+++ Records shown +++

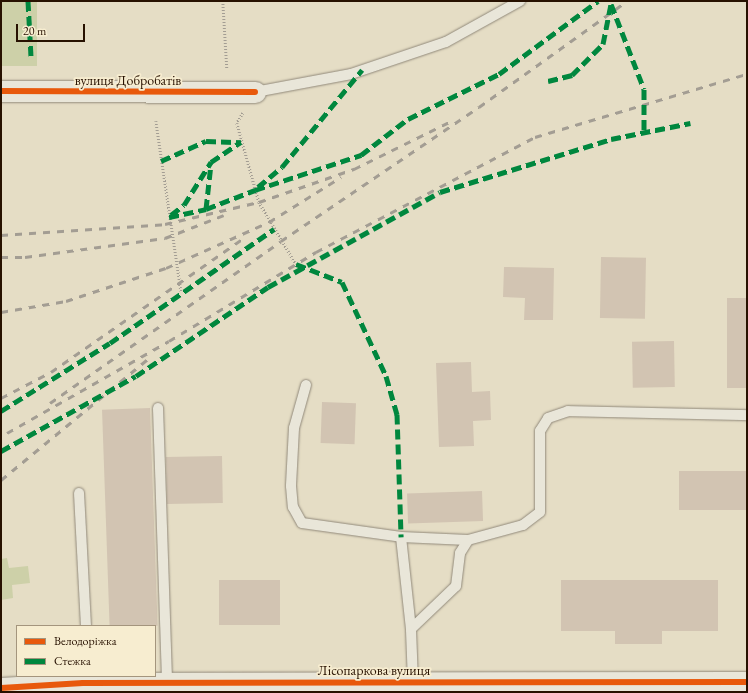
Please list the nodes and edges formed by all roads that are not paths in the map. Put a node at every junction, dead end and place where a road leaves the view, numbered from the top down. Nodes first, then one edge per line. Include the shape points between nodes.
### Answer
1 (520, 1) edge
2 (1, 91) edge
3 (255, 92) joint
4 (306, 385) dead end
5 (158, 408) dead end
6 (747, 415) edge
7 (80, 493) dead end
8 (401, 537) junction
9 (468, 540) junction
10 (86, 625) edge
11 (411, 629) junction
12 (413, 682) junction
13 (747, 682) edge
14 (167, 683) junction
15 (84, 684) edge
16 (349, 687) edge
17 (1, 688) edge

1 - 3 lane via 446,42 351,74
2 - 3 street, вулиця Добробатів
4 - 8 lane via 294,428 291,486 293,507 302,523
5 - 14 lane
6 - 9 lane via 568,411 548,418 540,431 540,512 524,525
7 - 10 lane
8 - 9 lane
8 - 11 lane
9 - 11 lane via 460,553 456,586
11 - 12 lane
12 - 13 street, Лісопаркова вулиця
12 - 16 street, Лісопаркова вулиця
14 - 15 street, Лісопаркова вулиця
14 - 16 street, Лісопаркова вулиця
15 - 17 street, Лісопаркова вулиця

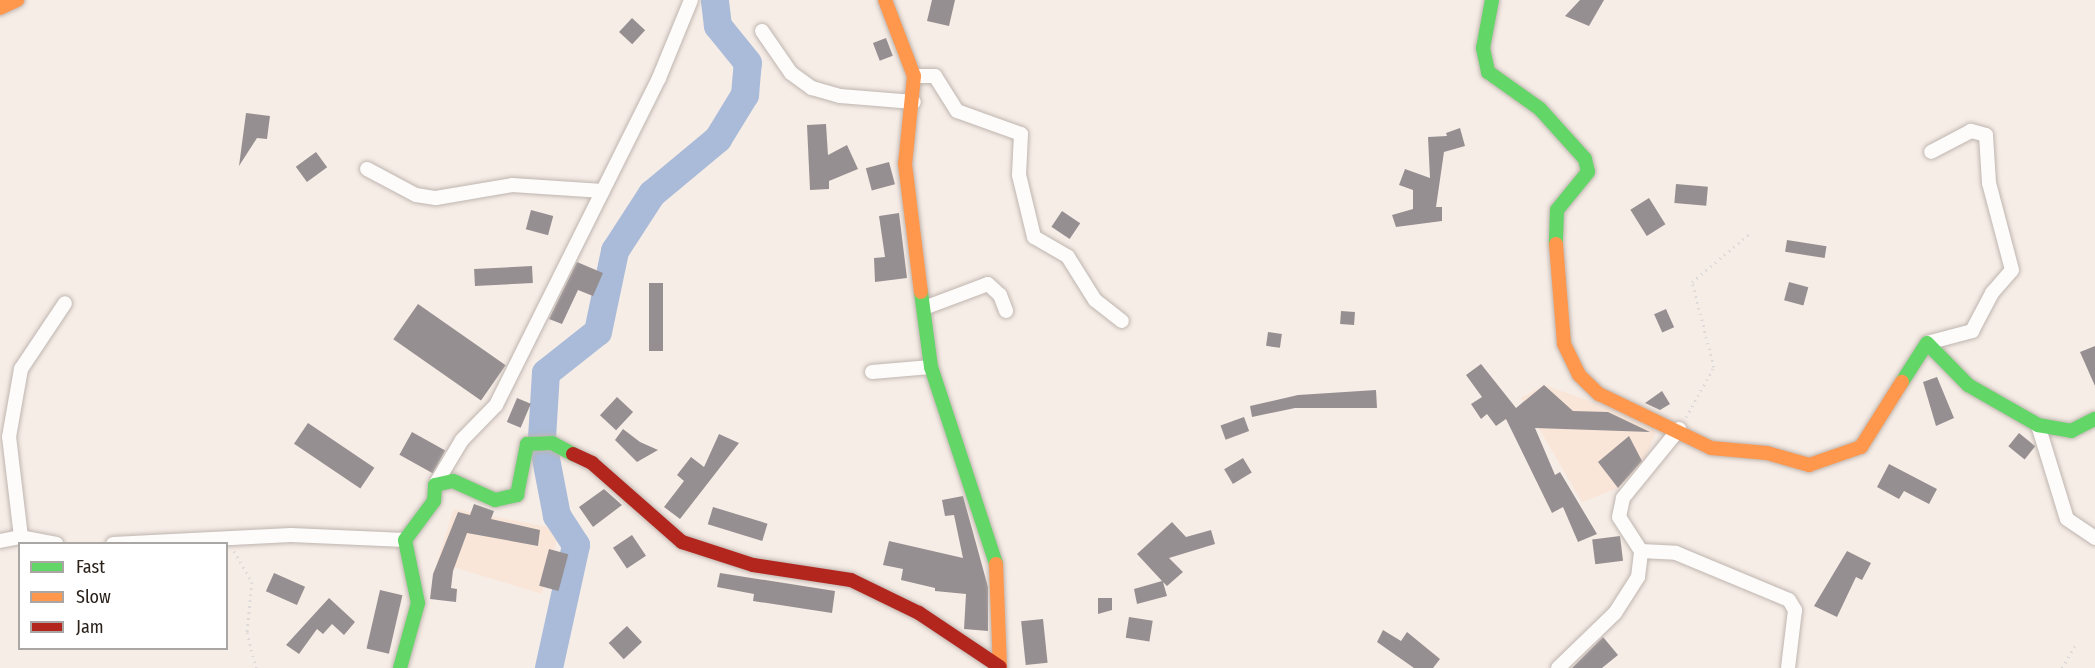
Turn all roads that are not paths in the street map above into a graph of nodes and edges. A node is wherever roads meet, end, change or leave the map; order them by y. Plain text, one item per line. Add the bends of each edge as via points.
1 (17, 0) edge
2 (691, 0) edge
3 (885, 0) edge
4 (1492, 0) edge
5 (0, 8) edge
6 (762, 31) dead end
7 (914, 76) junction
8 (914, 102) junction
9 (1931, 152) dead end
10 (367, 168) dead end
11 (603, 191) junction
12 (65, 303) dead end
13 (924, 308) junction
14 (1006, 311) dead end
15 (1122, 321) dead end
16 (1927, 343) junction
17 (931, 366) junction
18 (872, 372) dead end
19 (2095, 420) edge
20 (2038, 425) junction
21 (1679, 429) junction
22 (435, 485) junction
23 (21, 537) junction
24 (2095, 538) edge
25 (405, 540) junction
26 (0, 541) edge
27 (50, 542) edge
28 (151, 542) edge
29 (1641, 551) junction
30 (400, 668) edge
31 (1000, 668) edge
32 (1558, 668) edge
33 (1788, 668) edge

1 - 5 street
2 - 11 street via 659,78
3 - 7 street
4 - 21 street via 1483,48 1488,72 1540,109 1580,152 1588,172 1557,210 1554,224 1564,344 1579,375 1599,394
6 - 8 street via 790,73 812,88 840,96
7 - 8 street
7 - 15 street via 935,76 957,111 1021,134 1019,175 1034,237 1068,257 1095,300
8 - 13 street via 905,164
9 - 16 street via 1971,131 1986,135 1989,183 2012,270 1992,293 1972,331
10 - 11 street via 416,195 436,198 512,184
11 - 22 street via 496,405 462,440
12 - 23 street via 21,369 9,437
13 - 14 street via 988,284 1000,295
13 - 17 street
16 - 20 street via 1968,385
16 - 21 street via 1861,447 1809,465 1767,453 1712,448
17 - 18 street
17 - 31 street via 991,539 1000,586
19 - 20 street via 2071,431
20 - 24 street via 2067,519
21 - 29 street via 1623,498 1619,517
22 - 25 street via 434,501
22 - 31 street via 453,481 495,500 517,495 527,444 552,443 592,463 682,542 753,565 851,580 919,613
23 - 26 street
23 - 27 street
25 - 28 street via 291,534
25 - 30 street via 418,603
29 - 32 street via 1638,577 1615,613
29 - 33 street via 1676,553 1789,600 1795,609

+++

- Aim of the exercise
What's needed is every record restated exactly, pictures excluded.

- Solution below
Please list the nodes and edges formed by all roads that are not paths in the map. Put a node at every junction, dead end and place where a road leaves the view, numbered from the top down. Nodes first, then one edge per line. Include the shape points between nodes.
### Answer
1 (520, 1) edge
2 (1, 91) edge
3 (255, 92) joint
4 (306, 385) dead end
5 (158, 408) dead end
6 (747, 415) edge
7 (80, 493) dead end
8 (401, 537) junction
9 (468, 540) junction
10 (86, 625) edge
11 (411, 629) junction
12 (413, 682) junction
13 (747, 682) edge
14 (167, 683) junction
15 (84, 684) edge
16 (349, 687) edge
17 (1, 688) edge

1 - 3 lane via 446,42 351,74
2 - 3 street, вулиця Добробатів
4 - 8 lane via 294,428 291,486 293,507 302,523
5 - 14 lane
6 - 9 lane via 568,411 548,418 540,431 540,512 524,525
7 - 10 lane
8 - 9 lane
8 - 11 lane
9 - 11 lane via 460,553 456,586
11 - 12 lane
12 - 13 street, Лісопаркова вулиця
12 - 16 street, Лісопаркова вулиця
14 - 15 street, Лісопаркова вулиця
14 - 16 street, Лісопаркова вулиця
15 - 17 street, Лісопаркова вулиця

Turn all roads that are not paths in the street map above into a graph of nodes and edges. A node is wherever roads meet, end, change or leave the map; order them by y. Plain text, one item per line. Add the bends of each edge as via points.
1 (17, 0) edge
2 (691, 0) edge
3 (885, 0) edge
4 (1492, 0) edge
5 (0, 8) edge
6 (762, 31) dead end
7 (914, 76) junction
8 (914, 102) junction
9 (1931, 152) dead end
10 (367, 168) dead end
11 (603, 191) junction
12 (65, 303) dead end
13 (924, 308) junction
14 (1006, 311) dead end
15 (1122, 321) dead end
16 (1927, 343) junction
17 (931, 366) junction
18 (872, 372) dead end
19 (2095, 420) edge
20 (2038, 425) junction
21 (1679, 429) junction
22 (435, 485) junction
23 (21, 537) junction
24 (2095, 538) edge
25 (405, 540) junction
26 (0, 541) edge
27 (50, 542) edge
28 (151, 542) edge
29 (1641, 551) junction
30 (400, 668) edge
31 (1000, 668) edge
32 (1558, 668) edge
33 (1788, 668) edge

1 - 5 street
2 - 11 street via 659,78
3 - 7 street
4 - 21 street via 1483,48 1488,72 1540,109 1580,152 1588,172 1557,210 1554,224 1564,344 1579,375 1599,394
6 - 8 street via 790,73 812,88 840,96
7 - 8 street
7 - 15 street via 935,76 957,111 1021,134 1019,175 1034,237 1068,257 1095,300
8 - 13 street via 905,164
9 - 16 street via 1971,131 1986,135 1989,183 2012,270 1992,293 1972,331
10 - 11 street via 416,195 436,198 512,184
11 - 22 street via 496,405 462,440
12 - 23 street via 21,369 9,437
13 - 14 street via 988,284 1000,295
13 - 17 street
16 - 20 street via 1968,385
16 - 21 street via 1861,447 1809,465 1767,453 1712,448
17 - 18 street
17 - 31 street via 991,539 1000,586
19 - 20 street via 2071,431
20 - 24 street via 2067,519
21 - 29 street via 1623,498 1619,517
22 - 25 street via 434,501
22 - 31 street via 453,481 495,500 517,495 527,444 552,443 592,463 682,542 753,565 851,580 919,613
23 - 26 street
23 - 27 street
25 - 28 street via 291,534
25 - 30 street via 418,603
29 - 32 street via 1638,577 1615,613
29 - 33 street via 1676,553 1789,600 1795,609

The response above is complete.